Neil Bratchpiece (born 24 October 1983) is a Scottish comedian, actor and writer who initially found fame through his comedy persona as The Wee Man. He rose to prominence in 2007 when he appeared in the YouTube video "Here You (That'll Be Right)" by NEDS Kru which became a viral success. He has made regular stand-up and comedy club appearances, including alongside his brother and father. His performances have included "Comedian Rap Battle" sketches and Insane Championship Wrestling performances. Over several years, Bratchpiece has been an active YouTuber, appearing in character in multiple videos.

==Early life==
Bratchpiece was born in Motherwell, North Lanarkshire, Scotland, on 24 October 1983, into a family of Jewish descent and attended Dalziel High School. His father Mark, and brother David were both stand-up comedians. Bratchpiece started his involvement in comedy whilst at school, winning the Glasgow heat of the Fanta Teen Comedy Awards with a friend, then performing in the finals at the Comedy Store in London. He studied English, Film and Television Studies at the University of Glasgow.

==Viral YouTube video==
The Wee Man character first rose to prominence when he appeared in the viral YouTube video "Here You (That'll Be Right)" by NEDS Kru which had a million views by the start of August 2007. By 2021, the video had garnered over 4.5 million views and featured the character fulfilling the role of a stereotypical Scottish "ned", drinking Buckfast Tonic Wine.

==Live performance==
Bratchpiece continued to perform regular shows with family members. A later regular show was styled around a pub quiz. By 2012 they had performed at the Glasgow International Comedy Festival for ten consecutive years. They were booked as a comedy act for the RockNess 2012 festival. In 2014 he performed in Keir McAllister's dark comedic play Hindsight.

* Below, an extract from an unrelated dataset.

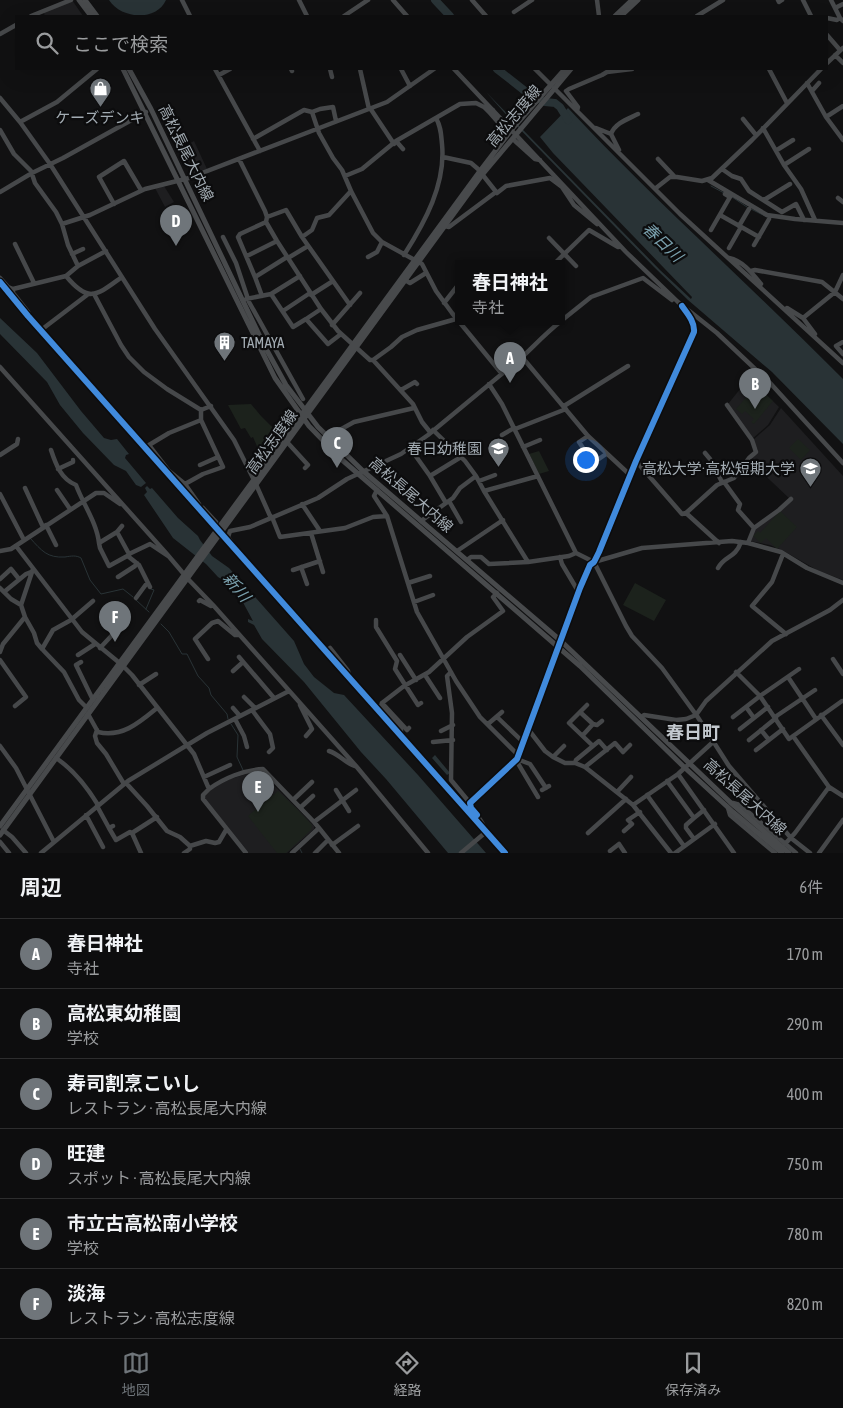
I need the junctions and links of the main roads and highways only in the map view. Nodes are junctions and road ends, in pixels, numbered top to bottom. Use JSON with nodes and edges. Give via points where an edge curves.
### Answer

He was involved with "Comedian Rap Battle" performances, which brought a Scottish take on rap battling. Performing in Glasgow initially, the rhythm was different from normal comedy performances, but with Ro Campbell he took the concept to the Edinburgh Festival Fringe in 2013, and gained some praise. He performed at the T in the Park in 2014.

==Writing==
Bratchpiece had entered sketch writing through an unusual route, however he established himself as a regular performer on the Scottish stand-up comedy circuit. At the Scottish Comedy Awards, he won the category of Best Writer in 2017 and made the shortlist in 2019.

==Insane Championship Wrestling==
Since 2010, The Wee Man character has appeared as a manager, occasional commentator and occasional wrestler for Insane Championship Wrestling (ICW), a Scottish-based professional wrestling promotion. In ICW, he managed a tag team called 'The Bucky Boys', consisting of Davey Boy and Stevie Boy, using a boisterous ned gimmick for the stable. The team were featured prominently in a documentary produced by Vice magazine called 'The British Wrestler'. The company has since risen to prominence through the BBC Scotland documentary Insane Fight Club.

==Television==
Bratchpiece has made several television appearances, including BBC Scotland sitcom Scot Squad, Episode 1.5 in 2014), and Channel 4 show Scotland in a Day. He has also performed on radio, most notably as part of sketch group Endemic on BBC Radio 4 show Sketchorama.

===Other work===
In May 2009, Bratchpiece travelled to Sweden with five other theatrical performers as part of an international cultural exchange.

In 2014 Colin McCredie and Des McLean took part in his "Parliamo Glasgow" sketch, which also featured the wrestlers Mark Dallas, Drew Galloway and Grado.

Other videos included "Manky Xmas", "Da Fleeto" and "Banter". Cameos in subsequent videos have included Robert Florence, Tom Urie, Raymond Mearns, Gavin Mitchell, Janey Godley and Rhino.

In 2015, he pulled a stunt with a stage invasion on English comedian Lee Nelson's Fringe show.